Aim of the exercise:
Look for the word "dead" in the data below, and copy every line that holds it.
BEGIN Extracted information
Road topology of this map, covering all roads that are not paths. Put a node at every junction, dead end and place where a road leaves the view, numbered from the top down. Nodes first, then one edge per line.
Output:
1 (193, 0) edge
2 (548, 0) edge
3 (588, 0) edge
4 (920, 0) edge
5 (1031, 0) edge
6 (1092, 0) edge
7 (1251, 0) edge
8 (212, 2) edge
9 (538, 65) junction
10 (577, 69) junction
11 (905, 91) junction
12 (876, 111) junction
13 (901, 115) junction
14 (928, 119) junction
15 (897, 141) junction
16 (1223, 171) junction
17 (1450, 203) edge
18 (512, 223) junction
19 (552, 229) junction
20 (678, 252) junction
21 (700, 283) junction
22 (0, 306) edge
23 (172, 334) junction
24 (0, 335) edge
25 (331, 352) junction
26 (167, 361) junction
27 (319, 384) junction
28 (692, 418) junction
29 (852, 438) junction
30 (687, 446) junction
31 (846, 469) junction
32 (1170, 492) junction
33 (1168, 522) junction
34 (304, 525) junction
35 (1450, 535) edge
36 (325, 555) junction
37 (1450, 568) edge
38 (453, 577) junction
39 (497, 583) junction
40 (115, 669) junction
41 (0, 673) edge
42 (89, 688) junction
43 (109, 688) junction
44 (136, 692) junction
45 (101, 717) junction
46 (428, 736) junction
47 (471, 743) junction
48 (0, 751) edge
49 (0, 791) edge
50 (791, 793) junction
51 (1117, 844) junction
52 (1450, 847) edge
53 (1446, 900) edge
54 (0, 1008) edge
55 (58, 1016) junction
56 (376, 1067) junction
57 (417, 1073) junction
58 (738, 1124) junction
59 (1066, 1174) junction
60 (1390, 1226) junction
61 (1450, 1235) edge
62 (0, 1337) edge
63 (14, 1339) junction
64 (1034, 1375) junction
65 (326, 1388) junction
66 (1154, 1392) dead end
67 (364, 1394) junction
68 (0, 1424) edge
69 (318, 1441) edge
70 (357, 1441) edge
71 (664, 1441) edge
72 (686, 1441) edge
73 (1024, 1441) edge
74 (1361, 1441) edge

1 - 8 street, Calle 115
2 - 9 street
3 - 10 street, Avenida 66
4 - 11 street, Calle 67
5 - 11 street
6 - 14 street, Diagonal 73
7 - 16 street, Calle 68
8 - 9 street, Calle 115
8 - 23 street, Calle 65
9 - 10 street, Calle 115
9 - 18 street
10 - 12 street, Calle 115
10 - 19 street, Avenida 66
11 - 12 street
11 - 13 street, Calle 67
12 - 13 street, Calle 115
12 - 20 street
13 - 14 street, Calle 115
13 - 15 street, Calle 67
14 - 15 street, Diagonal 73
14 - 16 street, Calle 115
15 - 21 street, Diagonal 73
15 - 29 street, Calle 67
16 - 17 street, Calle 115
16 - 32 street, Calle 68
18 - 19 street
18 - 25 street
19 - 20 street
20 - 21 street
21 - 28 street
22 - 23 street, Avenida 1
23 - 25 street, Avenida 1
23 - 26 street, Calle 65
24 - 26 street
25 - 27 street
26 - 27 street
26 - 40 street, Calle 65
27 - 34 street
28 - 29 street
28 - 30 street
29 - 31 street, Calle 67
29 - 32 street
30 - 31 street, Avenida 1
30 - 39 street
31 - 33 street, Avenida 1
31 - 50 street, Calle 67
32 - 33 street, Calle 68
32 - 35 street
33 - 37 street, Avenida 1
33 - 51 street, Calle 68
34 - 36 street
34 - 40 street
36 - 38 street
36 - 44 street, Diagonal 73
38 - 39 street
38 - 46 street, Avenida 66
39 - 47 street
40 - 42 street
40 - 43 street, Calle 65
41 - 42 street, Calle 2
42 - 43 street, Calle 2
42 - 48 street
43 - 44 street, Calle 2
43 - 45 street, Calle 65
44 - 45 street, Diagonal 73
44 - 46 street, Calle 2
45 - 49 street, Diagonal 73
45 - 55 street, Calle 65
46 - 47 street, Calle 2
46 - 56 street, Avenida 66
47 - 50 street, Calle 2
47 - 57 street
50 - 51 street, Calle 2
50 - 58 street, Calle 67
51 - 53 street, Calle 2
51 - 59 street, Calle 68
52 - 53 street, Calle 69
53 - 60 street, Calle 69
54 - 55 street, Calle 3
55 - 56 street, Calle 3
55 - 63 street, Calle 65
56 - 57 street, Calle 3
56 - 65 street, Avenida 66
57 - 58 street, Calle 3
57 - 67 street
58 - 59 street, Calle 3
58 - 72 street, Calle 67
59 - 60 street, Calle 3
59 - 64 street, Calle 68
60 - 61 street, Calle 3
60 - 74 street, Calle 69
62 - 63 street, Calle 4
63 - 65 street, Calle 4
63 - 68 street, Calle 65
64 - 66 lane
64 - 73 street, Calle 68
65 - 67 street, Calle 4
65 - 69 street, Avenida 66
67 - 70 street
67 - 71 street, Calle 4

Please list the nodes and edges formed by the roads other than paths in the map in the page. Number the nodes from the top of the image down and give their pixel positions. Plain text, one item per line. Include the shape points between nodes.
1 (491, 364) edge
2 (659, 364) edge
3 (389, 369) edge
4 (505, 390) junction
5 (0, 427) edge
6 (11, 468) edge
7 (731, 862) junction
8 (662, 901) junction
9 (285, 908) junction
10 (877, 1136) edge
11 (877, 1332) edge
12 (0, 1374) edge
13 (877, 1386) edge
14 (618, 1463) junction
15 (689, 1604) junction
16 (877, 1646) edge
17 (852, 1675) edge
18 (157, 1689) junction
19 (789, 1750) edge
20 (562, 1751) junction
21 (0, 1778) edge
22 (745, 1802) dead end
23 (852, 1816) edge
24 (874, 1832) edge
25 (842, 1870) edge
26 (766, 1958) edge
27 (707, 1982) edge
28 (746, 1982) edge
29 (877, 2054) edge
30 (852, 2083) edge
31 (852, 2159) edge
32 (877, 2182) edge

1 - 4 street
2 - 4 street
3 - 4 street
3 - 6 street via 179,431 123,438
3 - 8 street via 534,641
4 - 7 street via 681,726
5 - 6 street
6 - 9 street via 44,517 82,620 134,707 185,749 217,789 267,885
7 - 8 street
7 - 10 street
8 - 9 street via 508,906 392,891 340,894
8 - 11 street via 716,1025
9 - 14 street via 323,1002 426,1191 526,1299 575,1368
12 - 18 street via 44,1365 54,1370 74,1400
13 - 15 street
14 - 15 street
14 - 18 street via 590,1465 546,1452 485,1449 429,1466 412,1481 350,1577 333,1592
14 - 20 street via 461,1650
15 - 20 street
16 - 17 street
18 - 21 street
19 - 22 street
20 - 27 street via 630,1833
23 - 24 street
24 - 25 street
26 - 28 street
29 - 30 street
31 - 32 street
END Extracted information
Answer:
Road topology of this map, covering all roads that are not paths. Put a node at every junction, dead end and place where a road leaves the view, numbered from the top down. Nodes first, then one edge per line.
66 (1154, 1392) dead end
22 (745, 1802) dead end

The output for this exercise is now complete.